▸ Collected data
+===+

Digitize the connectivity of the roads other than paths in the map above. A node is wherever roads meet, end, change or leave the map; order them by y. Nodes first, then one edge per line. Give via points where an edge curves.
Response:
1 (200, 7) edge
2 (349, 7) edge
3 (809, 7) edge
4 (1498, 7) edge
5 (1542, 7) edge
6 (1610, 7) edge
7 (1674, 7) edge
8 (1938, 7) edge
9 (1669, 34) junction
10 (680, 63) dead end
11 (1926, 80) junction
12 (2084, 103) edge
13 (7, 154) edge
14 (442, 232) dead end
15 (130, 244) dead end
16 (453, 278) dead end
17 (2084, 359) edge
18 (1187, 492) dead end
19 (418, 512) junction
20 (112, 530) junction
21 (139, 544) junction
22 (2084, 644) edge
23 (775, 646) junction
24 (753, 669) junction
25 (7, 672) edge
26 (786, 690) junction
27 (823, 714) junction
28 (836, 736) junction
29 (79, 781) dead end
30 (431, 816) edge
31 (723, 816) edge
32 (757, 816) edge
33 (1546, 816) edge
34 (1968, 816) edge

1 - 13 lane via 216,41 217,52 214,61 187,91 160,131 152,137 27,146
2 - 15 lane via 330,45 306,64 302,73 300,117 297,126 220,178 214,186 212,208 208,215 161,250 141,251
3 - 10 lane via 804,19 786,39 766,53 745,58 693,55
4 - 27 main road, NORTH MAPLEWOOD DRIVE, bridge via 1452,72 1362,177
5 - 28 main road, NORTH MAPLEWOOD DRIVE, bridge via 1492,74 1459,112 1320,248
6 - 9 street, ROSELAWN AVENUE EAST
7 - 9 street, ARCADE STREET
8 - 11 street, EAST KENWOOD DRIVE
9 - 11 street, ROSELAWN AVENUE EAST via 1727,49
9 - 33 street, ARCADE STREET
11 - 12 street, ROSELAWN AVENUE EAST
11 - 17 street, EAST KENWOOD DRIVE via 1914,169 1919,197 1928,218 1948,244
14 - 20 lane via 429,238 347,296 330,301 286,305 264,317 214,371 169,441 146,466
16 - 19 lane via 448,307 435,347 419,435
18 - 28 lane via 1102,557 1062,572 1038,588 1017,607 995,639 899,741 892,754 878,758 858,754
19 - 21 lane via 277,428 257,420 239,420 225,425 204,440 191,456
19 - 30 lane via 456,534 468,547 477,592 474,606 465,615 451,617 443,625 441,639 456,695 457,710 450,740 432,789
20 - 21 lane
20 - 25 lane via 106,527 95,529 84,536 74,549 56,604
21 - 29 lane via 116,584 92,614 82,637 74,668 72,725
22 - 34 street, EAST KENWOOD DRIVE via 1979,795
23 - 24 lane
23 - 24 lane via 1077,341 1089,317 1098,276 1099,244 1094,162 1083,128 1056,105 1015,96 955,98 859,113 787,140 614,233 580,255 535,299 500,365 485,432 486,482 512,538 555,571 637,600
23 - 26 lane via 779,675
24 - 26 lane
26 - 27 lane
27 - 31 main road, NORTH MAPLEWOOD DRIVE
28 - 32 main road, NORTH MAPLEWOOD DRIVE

+===+

▸ Exercise objective
Above are lines of data; count those that hold "KENWOOD" and answer with the number only.

▸ Result of the exercise
3